What to do: Write out each entry below exactly. Do not include the images.

Task data:

##############################

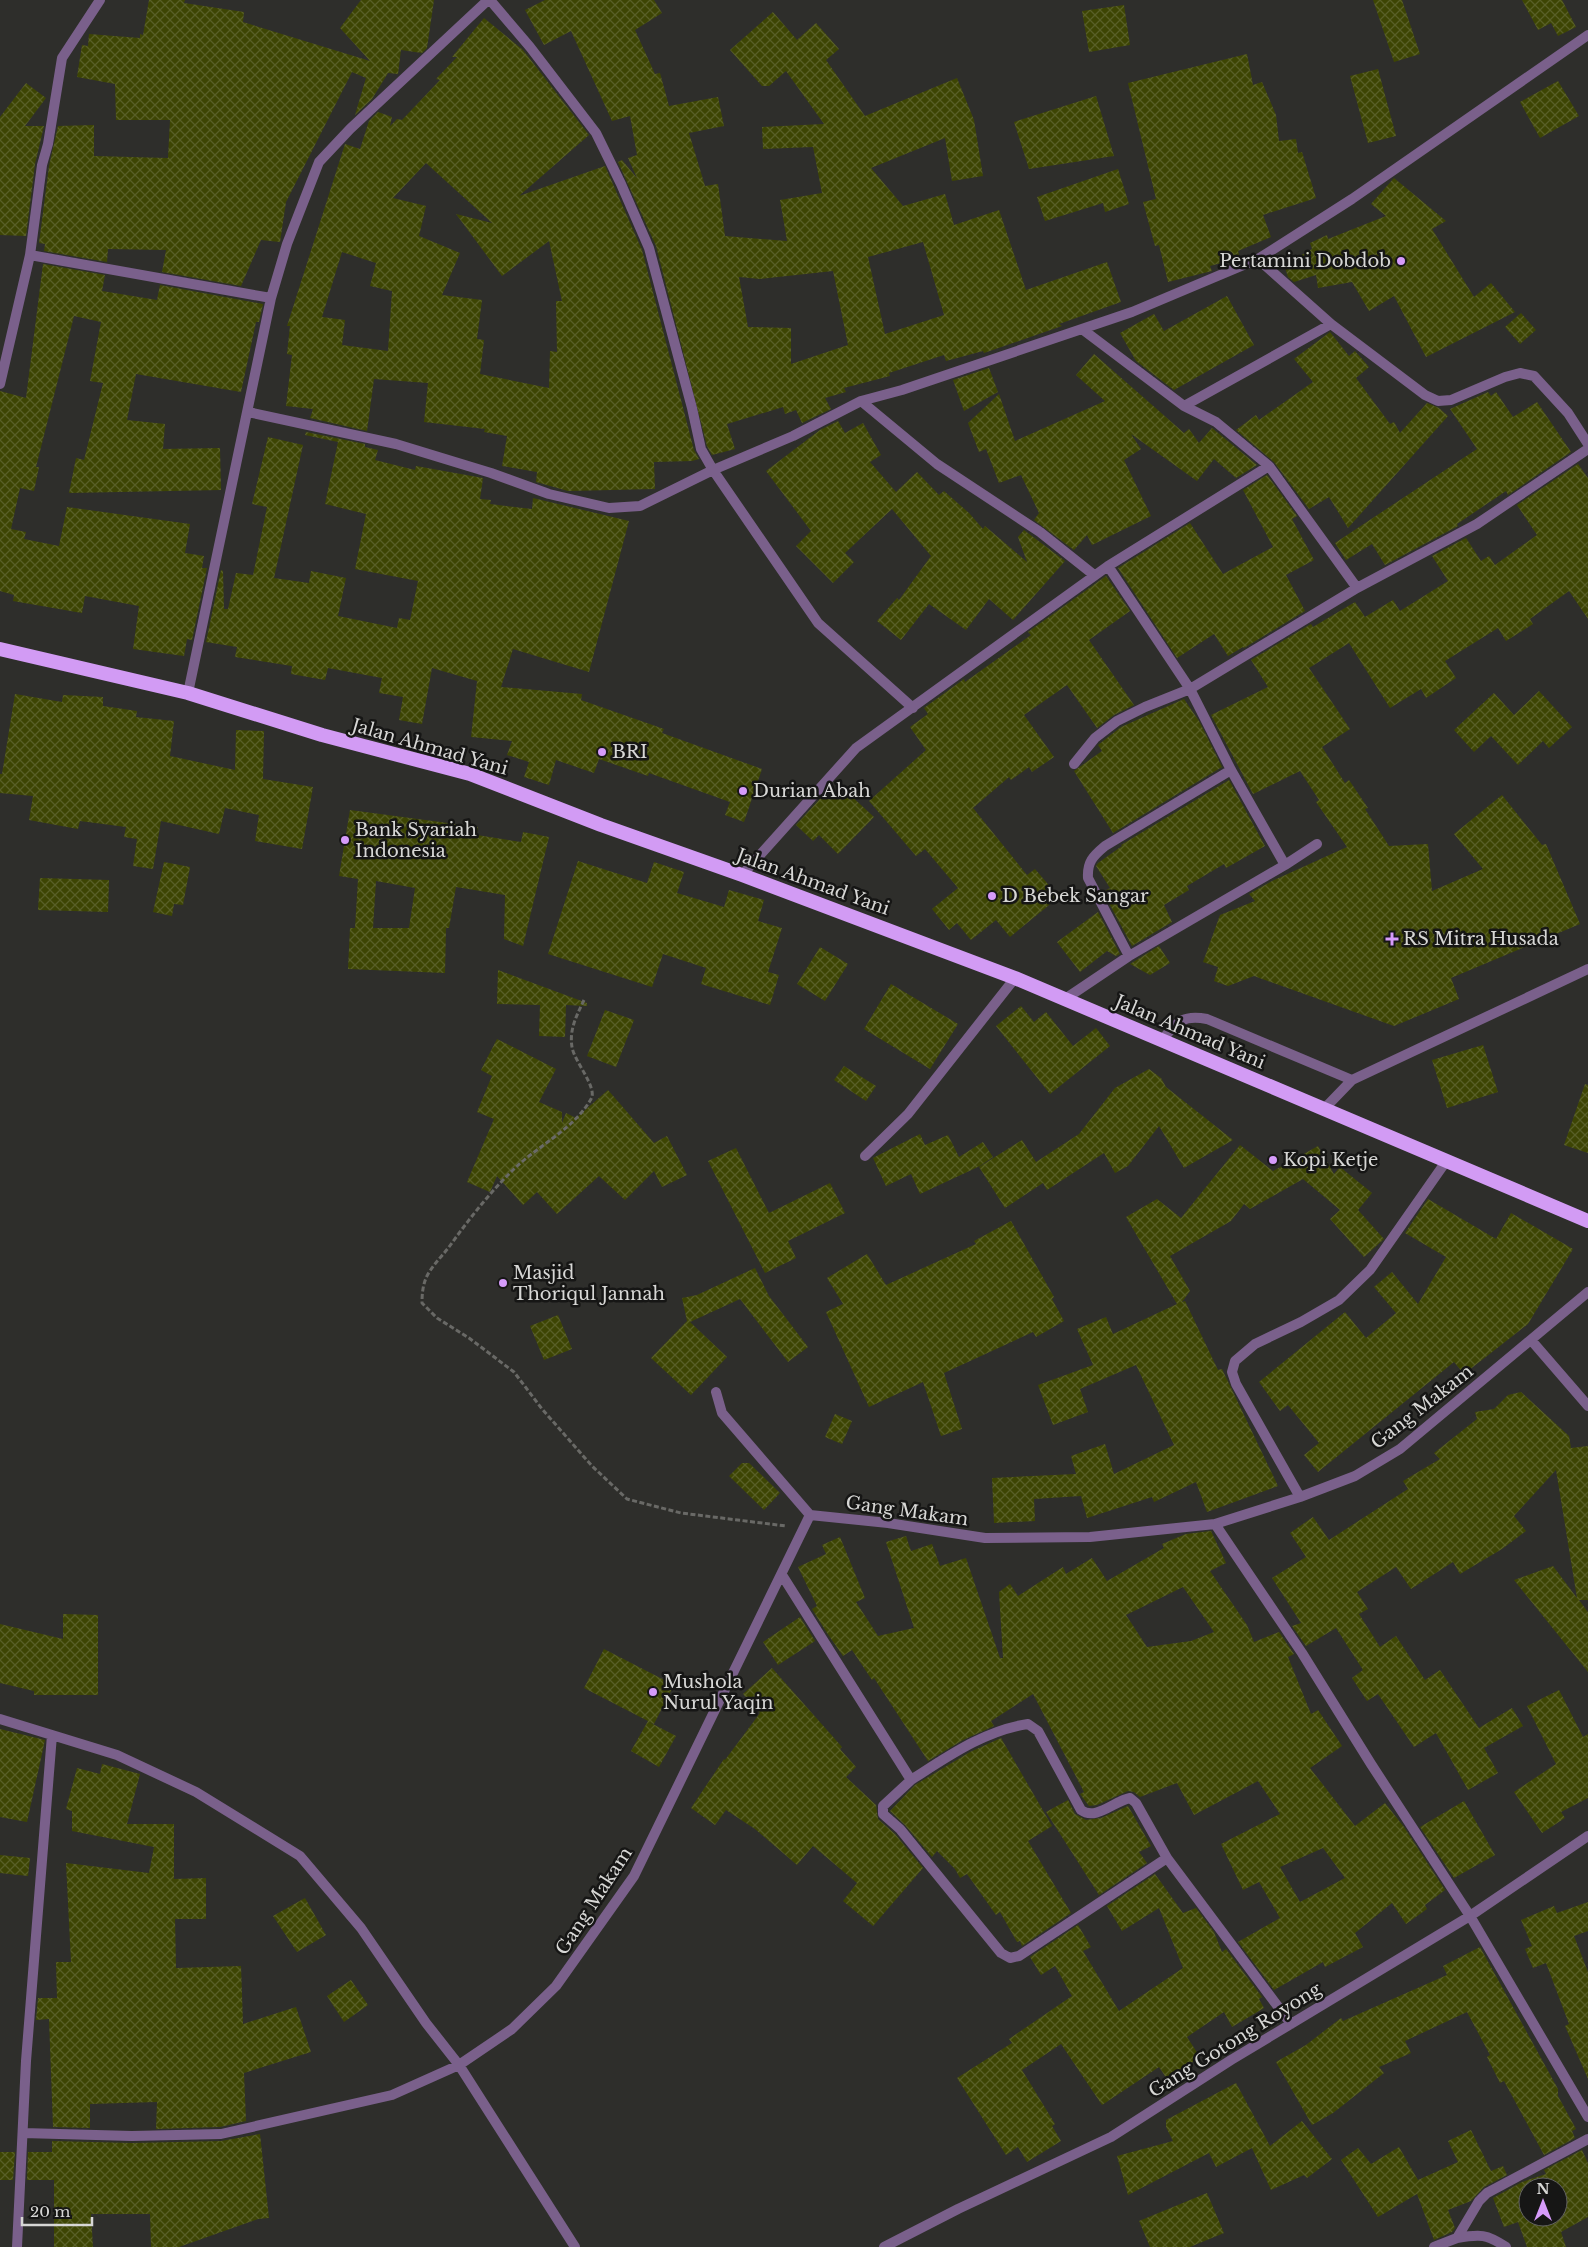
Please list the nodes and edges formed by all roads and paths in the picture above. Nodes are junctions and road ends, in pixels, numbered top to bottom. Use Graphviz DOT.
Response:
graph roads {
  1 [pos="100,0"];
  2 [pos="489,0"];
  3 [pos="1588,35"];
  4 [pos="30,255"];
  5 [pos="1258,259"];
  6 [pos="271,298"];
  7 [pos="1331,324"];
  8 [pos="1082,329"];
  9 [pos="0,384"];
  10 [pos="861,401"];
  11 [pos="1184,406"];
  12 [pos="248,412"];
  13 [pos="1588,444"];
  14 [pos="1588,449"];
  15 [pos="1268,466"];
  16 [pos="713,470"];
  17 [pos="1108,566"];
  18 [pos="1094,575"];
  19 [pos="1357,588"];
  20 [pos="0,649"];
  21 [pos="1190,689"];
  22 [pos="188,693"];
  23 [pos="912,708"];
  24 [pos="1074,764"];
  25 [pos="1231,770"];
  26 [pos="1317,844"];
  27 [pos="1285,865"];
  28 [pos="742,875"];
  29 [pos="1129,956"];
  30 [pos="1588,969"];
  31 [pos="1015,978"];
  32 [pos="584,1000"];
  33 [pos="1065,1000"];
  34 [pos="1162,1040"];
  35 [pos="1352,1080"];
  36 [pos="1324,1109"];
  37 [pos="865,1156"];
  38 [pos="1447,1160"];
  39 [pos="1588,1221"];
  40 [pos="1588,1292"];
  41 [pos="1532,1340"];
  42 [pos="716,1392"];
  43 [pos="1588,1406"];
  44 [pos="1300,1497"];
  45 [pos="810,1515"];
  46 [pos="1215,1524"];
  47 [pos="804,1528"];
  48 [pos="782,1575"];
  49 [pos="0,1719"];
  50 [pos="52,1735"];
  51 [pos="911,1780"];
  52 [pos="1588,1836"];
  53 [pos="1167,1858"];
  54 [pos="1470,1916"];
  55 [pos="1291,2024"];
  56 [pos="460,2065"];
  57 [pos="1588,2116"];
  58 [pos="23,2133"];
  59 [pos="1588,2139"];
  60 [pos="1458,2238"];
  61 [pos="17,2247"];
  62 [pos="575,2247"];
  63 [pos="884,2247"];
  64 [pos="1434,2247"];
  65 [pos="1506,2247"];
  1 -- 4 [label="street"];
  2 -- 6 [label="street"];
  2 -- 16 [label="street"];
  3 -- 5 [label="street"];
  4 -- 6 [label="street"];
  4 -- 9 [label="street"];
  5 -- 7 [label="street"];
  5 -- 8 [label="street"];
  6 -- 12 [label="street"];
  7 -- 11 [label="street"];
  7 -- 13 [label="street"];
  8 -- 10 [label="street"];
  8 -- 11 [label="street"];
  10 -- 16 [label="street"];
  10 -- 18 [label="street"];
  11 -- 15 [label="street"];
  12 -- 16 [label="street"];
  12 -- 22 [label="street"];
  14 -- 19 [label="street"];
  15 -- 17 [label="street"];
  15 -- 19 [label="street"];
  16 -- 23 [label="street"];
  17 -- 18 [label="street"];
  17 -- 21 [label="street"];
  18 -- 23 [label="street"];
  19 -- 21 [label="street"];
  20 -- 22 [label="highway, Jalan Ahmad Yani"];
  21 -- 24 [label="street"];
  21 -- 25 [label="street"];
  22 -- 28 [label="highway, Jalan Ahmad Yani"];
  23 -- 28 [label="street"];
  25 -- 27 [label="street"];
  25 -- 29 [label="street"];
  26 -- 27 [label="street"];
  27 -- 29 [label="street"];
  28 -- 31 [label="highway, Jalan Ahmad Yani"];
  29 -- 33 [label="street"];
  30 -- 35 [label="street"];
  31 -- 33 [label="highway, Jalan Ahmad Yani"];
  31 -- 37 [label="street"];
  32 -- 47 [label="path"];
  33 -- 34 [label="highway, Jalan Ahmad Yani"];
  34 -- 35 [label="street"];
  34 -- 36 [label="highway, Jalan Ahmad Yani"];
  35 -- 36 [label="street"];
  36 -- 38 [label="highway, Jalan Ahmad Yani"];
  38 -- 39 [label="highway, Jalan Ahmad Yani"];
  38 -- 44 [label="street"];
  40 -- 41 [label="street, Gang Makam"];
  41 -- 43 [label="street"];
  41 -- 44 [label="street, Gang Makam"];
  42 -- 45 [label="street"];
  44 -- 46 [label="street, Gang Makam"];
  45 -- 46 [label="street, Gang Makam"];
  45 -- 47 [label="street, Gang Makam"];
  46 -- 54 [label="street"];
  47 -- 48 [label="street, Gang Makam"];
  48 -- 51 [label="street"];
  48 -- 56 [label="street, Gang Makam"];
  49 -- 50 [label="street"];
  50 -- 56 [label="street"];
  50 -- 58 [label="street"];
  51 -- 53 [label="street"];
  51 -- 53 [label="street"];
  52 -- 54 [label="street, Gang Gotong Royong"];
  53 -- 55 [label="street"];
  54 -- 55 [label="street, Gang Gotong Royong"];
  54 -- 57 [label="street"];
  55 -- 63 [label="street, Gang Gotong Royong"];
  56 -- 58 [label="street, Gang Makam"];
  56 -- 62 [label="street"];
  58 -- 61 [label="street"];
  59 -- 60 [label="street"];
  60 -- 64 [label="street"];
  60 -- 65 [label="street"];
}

##############################

Response to this task:
Please list the nodes and edges formed by all roads and paths in the picture above. Nodes are junctions and road ends, in pixels, numbered top to bottom. Use Graphviz DOT.
Response:
graph roads {
  1 [pos="100,0"];
  2 [pos="489,0"];
  3 [pos="1588,35"];
  4 [pos="30,255"];
  5 [pos="1258,259"];
  6 [pos="271,298"];
  7 [pos="1331,324"];
  8 [pos="1082,329"];
  9 [pos="0,384"];
  10 [pos="861,401"];
  11 [pos="1184,406"];
  12 [pos="248,412"];
  13 [pos="1588,444"];
  14 [pos="1588,449"];
  15 [pos="1268,466"];
  16 [pos="713,470"];
  17 [pos="1108,566"];
  18 [pos="1094,575"];
  19 [pos="1357,588"];
  20 [pos="0,649"];
  21 [pos="1190,689"];
  22 [pos="188,693"];
  23 [pos="912,708"];
  24 [pos="1074,764"];
  25 [pos="1231,770"];
  26 [pos="1317,844"];
  27 [pos="1285,865"];
  28 [pos="742,875"];
  29 [pos="1129,956"];
  30 [pos="1588,969"];
  31 [pos="1015,978"];
  32 [pos="584,1000"];
  33 [pos="1065,1000"];
  34 [pos="1162,1040"];
  35 [pos="1352,1080"];
  36 [pos="1324,1109"];
  37 [pos="865,1156"];
  38 [pos="1447,1160"];
  39 [pos="1588,1221"];
  40 [pos="1588,1292"];
  41 [pos="1532,1340"];
  42 [pos="716,1392"];
  43 [pos="1588,1406"];
  44 [pos="1300,1497"];
  45 [pos="810,1515"];
  46 [pos="1215,1524"];
  47 [pos="804,1528"];
  48 [pos="782,1575"];
  49 [pos="0,1719"];
  50 [pos="52,1735"];
  51 [pos="911,1780"];
  52 [pos="1588,1836"];
  53 [pos="1167,1858"];
  54 [pos="1470,1916"];
  55 [pos="1291,2024"];
  56 [pos="460,2065"];
  57 [pos="1588,2116"];
  58 [pos="23,2133"];
  59 [pos="1588,2139"];
  60 [pos="1458,2238"];
  61 [pos="17,2247"];
  62 [pos="575,2247"];
  63 [pos="884,2247"];
  64 [pos="1434,2247"];
  65 [pos="1506,2247"];
  1 -- 4 [label="street"];
  2 -- 6 [label="street"];
  2 -- 16 [label="street"];
  3 -- 5 [label="street"];
  4 -- 6 [label="street"];
  4 -- 9 [label="street"];
  5 -- 7 [label="street"];
  5 -- 8 [label="street"];
  6 -- 12 [label="street"];
  7 -- 11 [label="street"];
  7 -- 13 [label="street"];
  8 -- 10 [label="street"];
  8 -- 11 [label="street"];
  10 -- 16 [label="street"];
  10 -- 18 [label="street"];
  11 -- 15 [label="street"];
  12 -- 16 [label="street"];
  12 -- 22 [label="street"];
  14 -- 19 [label="street"];
  15 -- 17 [label="street"];
  15 -- 19 [label="street"];
  16 -- 23 [label="street"];
  17 -- 18 [label="street"];
  17 -- 21 [label="street"];
  18 -- 23 [label="street"];
  19 -- 21 [label="street"];
  20 -- 22 [label="highway, Jalan Ahmad Yani"];
  21 -- 24 [label="street"];
  21 -- 25 [label="street"];
  22 -- 28 [label="highway, Jalan Ahmad Yani"];
  23 -- 28 [label="street"];
  25 -- 27 [label="street"];
  25 -- 29 [label="street"];
  26 -- 27 [label="street"];
  27 -- 29 [label="street"];
  28 -- 31 [label="highway, Jalan Ahmad Yani"];
  29 -- 33 [label="street"];
  30 -- 35 [label="street"];
  31 -- 33 [label="highway, Jalan Ahmad Yani"];
  31 -- 37 [label="street"];
  32 -- 47 [label="path"];
  33 -- 34 [label="highway, Jalan Ahmad Yani"];
  34 -- 35 [label="street"];
  34 -- 36 [label="highway, Jalan Ahmad Yani"];
  35 -- 36 [label="street"];
  36 -- 38 [label="highway, Jalan Ahmad Yani"];
  38 -- 39 [label="highway, Jalan Ahmad Yani"];
  38 -- 44 [label="street"];
  40 -- 41 [label="street, Gang Makam"];
  41 -- 43 [label="street"];
  41 -- 44 [label="street, Gang Makam"];
  42 -- 45 [label="street"];
  44 -- 46 [label="street, Gang Makam"];
  45 -- 46 [label="street, Gang Makam"];
  45 -- 47 [label="street, Gang Makam"];
  46 -- 54 [label="street"];
  47 -- 48 [label="street, Gang Makam"];
  48 -- 51 [label="street"];
  48 -- 56 [label="street, Gang Makam"];
  49 -- 50 [label="street"];
  50 -- 56 [label="street"];
  50 -- 58 [label="street"];
  51 -- 53 [label="street"];
  51 -- 53 [label="street"];
  52 -- 54 [label="street, Gang Gotong Royong"];
  53 -- 55 [label="street"];
  54 -- 55 [label="street, Gang Gotong Royong"];
  54 -- 57 [label="street"];
  55 -- 63 [label="street, Gang Gotong Royong"];
  56 -- 58 [label="street, Gang Makam"];
  56 -- 62 [label="street"];
  58 -- 61 [label="street"];
  59 -- 60 [label="street"];
  60 -- 64 [label="street"];
  60 -- 65 [label="street"];
}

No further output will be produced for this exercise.